This is a small sample article to demonstrate usage of rebib to manage bibliographies.
The rebib package is a spin-off from the texor package.
The spin-off cam about because the bibliography section in texor package was expanding significantly, enough to deserve a dedicated space.
Thus rebib was born and it has improved over the past few months to include more advanced features and utilities.

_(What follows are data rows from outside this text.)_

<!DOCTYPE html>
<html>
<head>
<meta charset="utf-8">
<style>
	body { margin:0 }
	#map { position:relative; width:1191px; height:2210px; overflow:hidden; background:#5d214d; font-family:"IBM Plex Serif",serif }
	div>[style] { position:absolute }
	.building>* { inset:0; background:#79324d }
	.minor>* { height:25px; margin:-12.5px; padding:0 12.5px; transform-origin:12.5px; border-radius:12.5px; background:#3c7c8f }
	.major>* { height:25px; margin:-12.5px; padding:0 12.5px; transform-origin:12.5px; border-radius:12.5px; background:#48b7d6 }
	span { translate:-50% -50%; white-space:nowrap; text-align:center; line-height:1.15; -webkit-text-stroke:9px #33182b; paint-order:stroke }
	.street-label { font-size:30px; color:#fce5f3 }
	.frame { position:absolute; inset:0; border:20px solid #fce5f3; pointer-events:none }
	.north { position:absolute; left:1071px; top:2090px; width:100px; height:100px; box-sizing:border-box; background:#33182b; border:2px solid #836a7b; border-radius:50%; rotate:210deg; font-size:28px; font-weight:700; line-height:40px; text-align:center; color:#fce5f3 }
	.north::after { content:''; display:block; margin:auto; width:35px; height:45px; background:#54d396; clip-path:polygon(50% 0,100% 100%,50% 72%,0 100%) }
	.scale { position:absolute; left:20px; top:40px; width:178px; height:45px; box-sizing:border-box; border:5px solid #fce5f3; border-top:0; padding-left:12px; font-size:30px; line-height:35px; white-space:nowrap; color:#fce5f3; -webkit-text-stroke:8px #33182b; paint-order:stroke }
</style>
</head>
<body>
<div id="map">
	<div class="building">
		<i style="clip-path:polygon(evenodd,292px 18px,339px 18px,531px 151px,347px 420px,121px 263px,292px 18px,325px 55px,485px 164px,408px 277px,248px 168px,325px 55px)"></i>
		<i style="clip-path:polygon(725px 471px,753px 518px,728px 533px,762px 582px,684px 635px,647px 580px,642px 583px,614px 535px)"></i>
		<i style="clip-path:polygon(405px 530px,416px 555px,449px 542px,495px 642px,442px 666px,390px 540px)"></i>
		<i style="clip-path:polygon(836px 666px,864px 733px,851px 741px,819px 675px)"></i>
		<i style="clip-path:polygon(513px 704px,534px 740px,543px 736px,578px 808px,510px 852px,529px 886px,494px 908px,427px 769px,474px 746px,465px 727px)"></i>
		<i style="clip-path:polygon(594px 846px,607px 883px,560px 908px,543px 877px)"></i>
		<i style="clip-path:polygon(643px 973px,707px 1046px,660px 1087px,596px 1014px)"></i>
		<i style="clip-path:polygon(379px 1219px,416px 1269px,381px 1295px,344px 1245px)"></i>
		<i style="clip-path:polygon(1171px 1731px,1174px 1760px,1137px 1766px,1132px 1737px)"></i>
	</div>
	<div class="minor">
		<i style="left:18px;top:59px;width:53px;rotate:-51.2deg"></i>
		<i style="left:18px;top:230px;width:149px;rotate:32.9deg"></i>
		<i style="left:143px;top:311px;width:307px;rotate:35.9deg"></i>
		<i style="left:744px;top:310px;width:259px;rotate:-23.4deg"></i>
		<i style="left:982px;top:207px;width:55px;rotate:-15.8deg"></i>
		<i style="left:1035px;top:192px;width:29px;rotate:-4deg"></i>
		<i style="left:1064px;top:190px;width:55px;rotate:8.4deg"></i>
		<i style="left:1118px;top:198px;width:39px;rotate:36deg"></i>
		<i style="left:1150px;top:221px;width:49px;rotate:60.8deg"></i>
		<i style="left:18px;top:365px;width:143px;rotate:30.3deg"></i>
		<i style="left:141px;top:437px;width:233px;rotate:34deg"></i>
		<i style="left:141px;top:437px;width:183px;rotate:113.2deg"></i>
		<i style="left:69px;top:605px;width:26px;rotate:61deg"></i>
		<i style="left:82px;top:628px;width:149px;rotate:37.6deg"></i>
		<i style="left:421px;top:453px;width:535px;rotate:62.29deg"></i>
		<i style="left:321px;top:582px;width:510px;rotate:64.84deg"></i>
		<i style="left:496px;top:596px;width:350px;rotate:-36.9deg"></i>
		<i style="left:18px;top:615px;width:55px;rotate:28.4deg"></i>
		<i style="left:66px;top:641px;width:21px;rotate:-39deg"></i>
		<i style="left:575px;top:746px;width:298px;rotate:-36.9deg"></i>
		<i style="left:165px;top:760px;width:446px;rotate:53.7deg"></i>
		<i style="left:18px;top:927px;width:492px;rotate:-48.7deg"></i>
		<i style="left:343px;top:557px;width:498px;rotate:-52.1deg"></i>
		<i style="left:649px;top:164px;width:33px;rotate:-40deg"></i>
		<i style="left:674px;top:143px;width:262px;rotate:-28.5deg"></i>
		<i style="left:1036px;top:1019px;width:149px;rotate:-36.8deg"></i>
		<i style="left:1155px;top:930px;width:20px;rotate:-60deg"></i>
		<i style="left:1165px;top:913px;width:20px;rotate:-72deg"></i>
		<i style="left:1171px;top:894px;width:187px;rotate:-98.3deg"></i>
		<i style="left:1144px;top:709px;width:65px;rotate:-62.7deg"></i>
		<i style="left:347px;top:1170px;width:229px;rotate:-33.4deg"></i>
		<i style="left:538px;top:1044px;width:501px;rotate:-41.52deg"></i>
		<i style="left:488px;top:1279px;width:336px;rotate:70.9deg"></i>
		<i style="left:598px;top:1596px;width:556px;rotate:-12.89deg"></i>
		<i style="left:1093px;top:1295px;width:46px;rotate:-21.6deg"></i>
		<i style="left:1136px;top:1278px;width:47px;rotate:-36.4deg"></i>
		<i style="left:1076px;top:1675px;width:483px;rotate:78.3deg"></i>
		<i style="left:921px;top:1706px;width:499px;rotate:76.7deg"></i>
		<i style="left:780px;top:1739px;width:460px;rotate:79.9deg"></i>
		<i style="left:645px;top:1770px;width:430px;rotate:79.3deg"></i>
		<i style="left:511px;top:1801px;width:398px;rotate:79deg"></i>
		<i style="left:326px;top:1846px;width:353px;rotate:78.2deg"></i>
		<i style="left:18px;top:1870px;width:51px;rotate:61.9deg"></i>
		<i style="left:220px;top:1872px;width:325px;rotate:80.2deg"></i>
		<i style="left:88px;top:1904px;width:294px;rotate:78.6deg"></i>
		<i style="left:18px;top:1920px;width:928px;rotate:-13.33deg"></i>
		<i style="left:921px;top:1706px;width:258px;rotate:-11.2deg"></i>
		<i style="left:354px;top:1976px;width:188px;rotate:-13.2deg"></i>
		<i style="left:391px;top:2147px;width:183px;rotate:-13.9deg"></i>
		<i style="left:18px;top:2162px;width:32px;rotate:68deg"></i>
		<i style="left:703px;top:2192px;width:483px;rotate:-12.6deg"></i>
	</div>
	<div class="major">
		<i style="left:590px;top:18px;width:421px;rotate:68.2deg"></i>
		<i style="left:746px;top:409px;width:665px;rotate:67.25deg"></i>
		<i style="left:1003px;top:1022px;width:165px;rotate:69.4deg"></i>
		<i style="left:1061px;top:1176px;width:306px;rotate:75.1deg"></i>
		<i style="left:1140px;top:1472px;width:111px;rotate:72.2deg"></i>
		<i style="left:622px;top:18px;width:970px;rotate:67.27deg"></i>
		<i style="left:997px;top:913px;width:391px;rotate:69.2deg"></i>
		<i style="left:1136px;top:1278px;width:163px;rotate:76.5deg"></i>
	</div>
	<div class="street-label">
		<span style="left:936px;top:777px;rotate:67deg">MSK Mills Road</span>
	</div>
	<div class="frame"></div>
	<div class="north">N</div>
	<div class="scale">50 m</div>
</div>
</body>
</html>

In LaTeX, we have multiple ways to declare bibliography entries, which
include embedding entries formatted to a given style in the document
itself or isolating that section to an external file commonly called a
.bbl file. Then we have the BibTeX format, which is designed to store
the full bibliographic information for each reference, making it
superior for managing references.
LaTeX has no problem dealing with multiple formats and works well with all these bibliographic formats. However, some web publishing journals like R Markdown articles for the R Journal do not support embedded bibliographies. As a result, they need a BibTeX equivalent of the same.

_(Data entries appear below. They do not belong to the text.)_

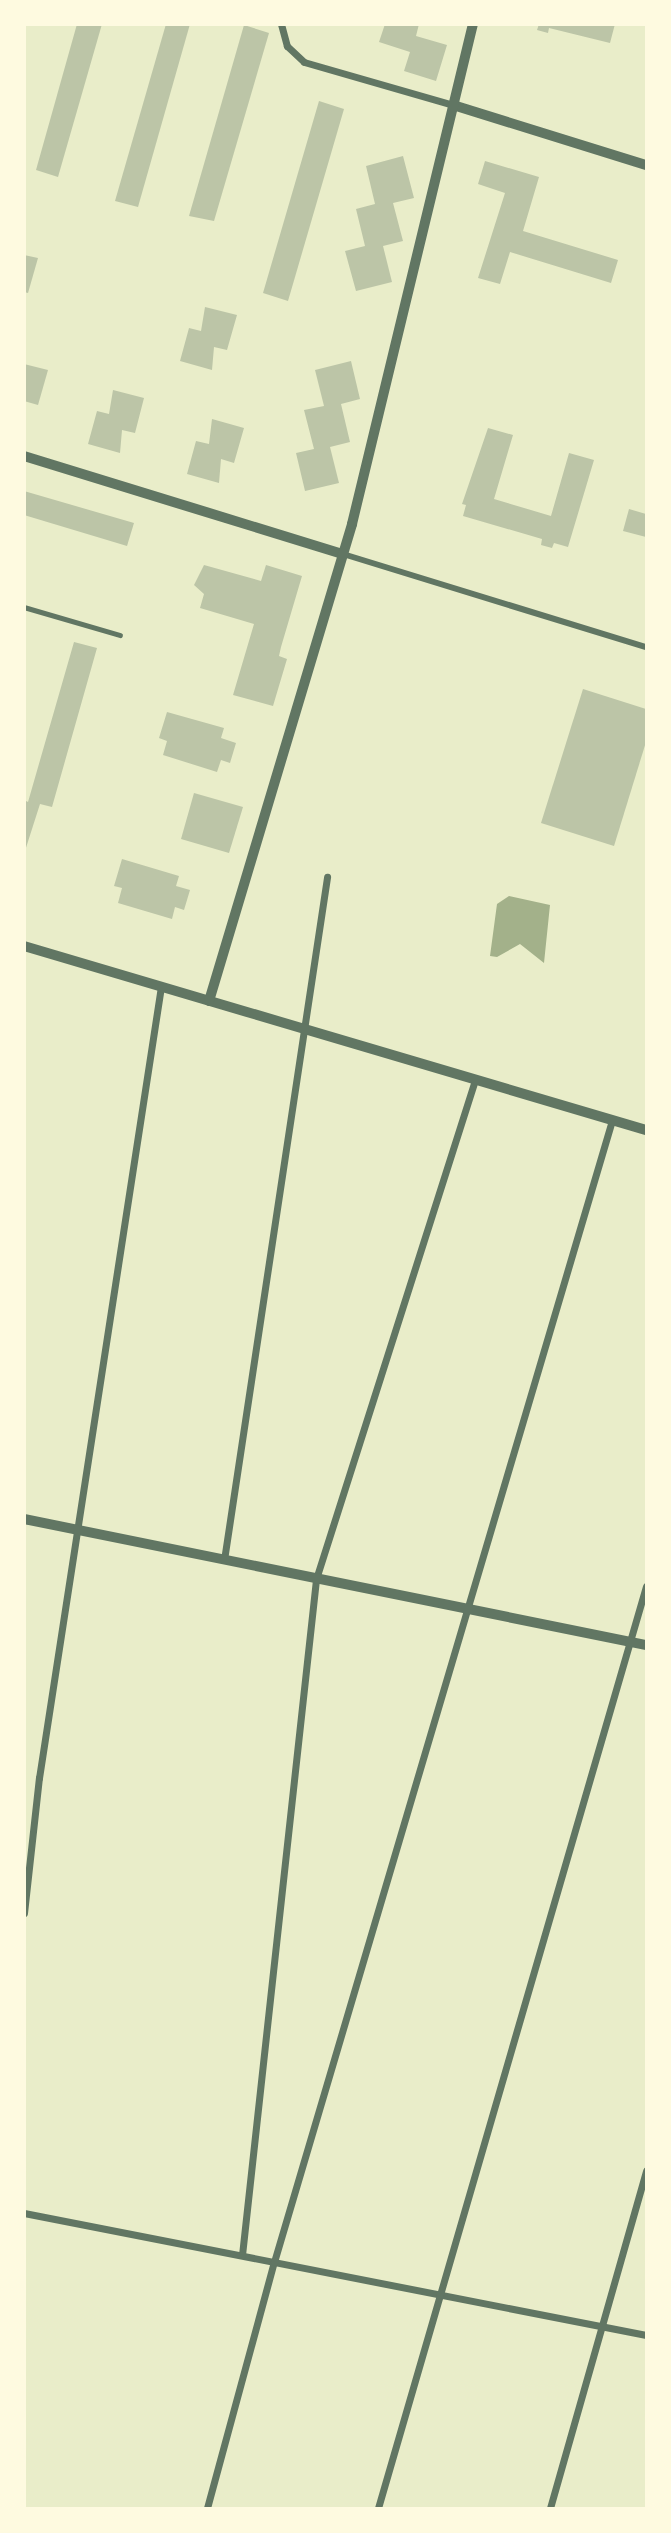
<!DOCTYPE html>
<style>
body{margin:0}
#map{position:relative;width:671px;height:2533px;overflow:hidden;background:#e9edc9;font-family:"Crimson Pro",serif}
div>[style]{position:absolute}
.water>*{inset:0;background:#a3b18a}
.building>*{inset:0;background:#bcc5a7}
.service>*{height:4.5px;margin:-2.25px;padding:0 2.25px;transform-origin:2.25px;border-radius:2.25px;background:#617663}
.pedestrian>*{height:6px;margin:-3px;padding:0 3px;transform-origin:3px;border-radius:3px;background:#617663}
.minor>*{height:7px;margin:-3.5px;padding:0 3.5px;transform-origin:3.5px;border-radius:3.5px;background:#617663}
.tertiary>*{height:10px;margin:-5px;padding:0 5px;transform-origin:5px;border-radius:5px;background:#617663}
span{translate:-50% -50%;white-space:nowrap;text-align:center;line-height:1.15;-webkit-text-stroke:7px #fefae0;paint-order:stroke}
.frame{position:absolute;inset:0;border:26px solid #fefae0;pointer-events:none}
</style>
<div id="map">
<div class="water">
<div style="clip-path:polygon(509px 896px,550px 905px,544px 963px,520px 944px,497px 957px,490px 956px,497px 904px)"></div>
</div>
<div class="building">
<div style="clip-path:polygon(77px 24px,102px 24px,58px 177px,36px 170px)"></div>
<div style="clip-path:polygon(166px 24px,190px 24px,138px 207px,115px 201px)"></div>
<div style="clip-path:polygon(385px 24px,419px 24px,416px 36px,447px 45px,436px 81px,404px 71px,410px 52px,379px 42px)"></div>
<div style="clip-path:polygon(539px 24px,615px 24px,610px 43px,549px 28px,548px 33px,537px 30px)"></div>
<div style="clip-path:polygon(244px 25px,269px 33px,214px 221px,189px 216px)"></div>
<div style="clip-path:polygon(319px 101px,344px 109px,288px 301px,263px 293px)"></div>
<div style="clip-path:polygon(403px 156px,414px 198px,393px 203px,403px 241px,383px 246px,392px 282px,356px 291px,345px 251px,365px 246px,356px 209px,375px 204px,366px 166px)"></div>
<div style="clip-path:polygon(485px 161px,539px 177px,523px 231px,618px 260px,611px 283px,510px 252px,500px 284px,478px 278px,505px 193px,478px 184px)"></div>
<div style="clip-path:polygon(24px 255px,38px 258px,28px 293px,24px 292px)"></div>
<div style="clip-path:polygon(205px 307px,237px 315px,227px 350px,214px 347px,212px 370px,180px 361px,189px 328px,201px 331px)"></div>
<div style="clip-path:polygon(351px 361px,360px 399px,341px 404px,350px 442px,330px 447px,339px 483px,305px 491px,296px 453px,314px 449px,304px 410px,324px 406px,315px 370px)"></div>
<div style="clip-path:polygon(24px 364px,48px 370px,38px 405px,24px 401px)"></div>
<div style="clip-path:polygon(113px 390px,144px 398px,135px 433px,122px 430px,120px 453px,88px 444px,97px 411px,109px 414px)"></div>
<div style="clip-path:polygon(212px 419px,244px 428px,234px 463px,221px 459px,219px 483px,187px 474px,196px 441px,209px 444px)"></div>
<div style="clip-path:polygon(488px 428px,513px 435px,494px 499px,551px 516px,569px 453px,594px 460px,568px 547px,554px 543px,552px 548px,541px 545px,542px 539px,463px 516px,466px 505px,462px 504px)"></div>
<div style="clip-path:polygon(24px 491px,134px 523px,127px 546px,24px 515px)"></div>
<div style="clip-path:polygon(629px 509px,646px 514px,646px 537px,623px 531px)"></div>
<div style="clip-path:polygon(204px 565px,261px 581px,266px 565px,302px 576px,281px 647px,279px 656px,287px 659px,273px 706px,233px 695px,254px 624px,200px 608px,204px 594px,194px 585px)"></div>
<div style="clip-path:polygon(74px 642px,97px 648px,52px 807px,40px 804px,24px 854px,24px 800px,28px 802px)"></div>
<div style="clip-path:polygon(583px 689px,646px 709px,646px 742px,614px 846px,541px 823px)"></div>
<div style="clip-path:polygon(167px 712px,224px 728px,221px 738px,236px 743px,230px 763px,221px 760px,217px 772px,163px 755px,167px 741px,159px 738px)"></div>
<div style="clip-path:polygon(194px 793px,243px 807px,229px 853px,181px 839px)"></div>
<div style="clip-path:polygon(122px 859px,179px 876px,176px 886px,190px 890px,184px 910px,175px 907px,172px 919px,118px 903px,122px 888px,114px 886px)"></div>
</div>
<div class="service">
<div style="left:24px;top:607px;width:100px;rotate:16.3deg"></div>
</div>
<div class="pedestrian">
<div style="left:343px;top:554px;width:317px;rotate:17.1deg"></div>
</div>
<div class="minor">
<div style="left:281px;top:24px;width:23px;rotate:75deg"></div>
<div style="left:287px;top:46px;width:23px;rotate:43deg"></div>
<div style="left:304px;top:62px;width:155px;rotate:16.1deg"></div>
<div style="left:224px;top:1560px;width:691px;rotate:-81.42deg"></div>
<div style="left:24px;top:1913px;width:136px;rotate:-83.7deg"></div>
<div style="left:39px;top:1778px;width:801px;rotate:-81.24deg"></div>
<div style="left:24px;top:2213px;width:634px;rotate:11.1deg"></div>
<div style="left:242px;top:2255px;width:680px;rotate:-83.75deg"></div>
<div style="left:316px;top:1579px;width:524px;rotate:-72.33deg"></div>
<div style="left:207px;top:2508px;width:255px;rotate:-74.8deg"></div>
<div style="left:274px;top:2262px;width:1191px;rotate:-73.51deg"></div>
<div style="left:378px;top:2508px;width:960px;rotate:-73.79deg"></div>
<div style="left:550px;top:2508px;width:351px;rotate:-74.1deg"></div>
</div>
<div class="tertiary">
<div style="left:453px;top:105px;width:202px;rotate:17.3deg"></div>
<div style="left:24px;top:456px;width:334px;rotate:17.1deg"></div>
<div style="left:24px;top:946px;width:649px;rotate:16.48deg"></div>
<div style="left:209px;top:1001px;width:498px;rotate:-73.3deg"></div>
<div style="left:352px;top:524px;width:514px;rotate:-76.4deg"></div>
<div style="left:24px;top:1519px;width:635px;rotate:11.45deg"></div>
</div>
<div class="frame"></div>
</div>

The rebib package converts embedded LaTeX bibliographies into a close BibTeX equivalent. This package relieves the author from manual conversion of the documents and aids the project to convert legacy R Journal articles to the current R Markdown format.
Extracts embedded bibliographic entries from a .tex file.
Creates the mandatory title and author fields.
Creates the optional URL, ISBN, publisher, pages and year fields, when available.
Stores the remaining information in "journal" (internally) and
"publisher" (when writing BibTeX file).
Ignores commented LaTeX code.
Tracks citations included in the document.
Aggregates embedded bibliographic entries with references from
supplementary .bbl and .bib files.
The magic behind rebib is a parser which parses bibliographic data and sorts them according to the matching regular expressions.
This stage is a minor step where it reads the Embedded Bibliography from the LaTeX document. This step also includes filtering out commented lines to avoid reading un-intended entries.
The bibliography is split into entries using the LaTeX macro \\bibitem
as a marker for a new entry and the resulting data is exported to a
variable.
dir.create(your_article_folder <- file.path(tempdir(), "exampledir"))
example_files <- system.file("article", package = "rebib")
x <- file.copy(from = example_files,to=your_article_folder,recursive = T)
your_article_path <- paste(your_article_folder,"article",sep="/")
file_name <- rebib:::get_texfile_name(your_article_path)
bib_items <- rebib:::extract_embeded_bib_items(your_article_path,file_name)
bib_items[[1]]
#> [1] "\\bibitem[Ihaka, Ross and Gentleman, Robert]{ihaka:1996}"
#> [2] "Ihaka, Ross and Gentleman, Robert"
#> [3] "\\newblock \\emph{R: A Language for Data Analysis and Graphics.}"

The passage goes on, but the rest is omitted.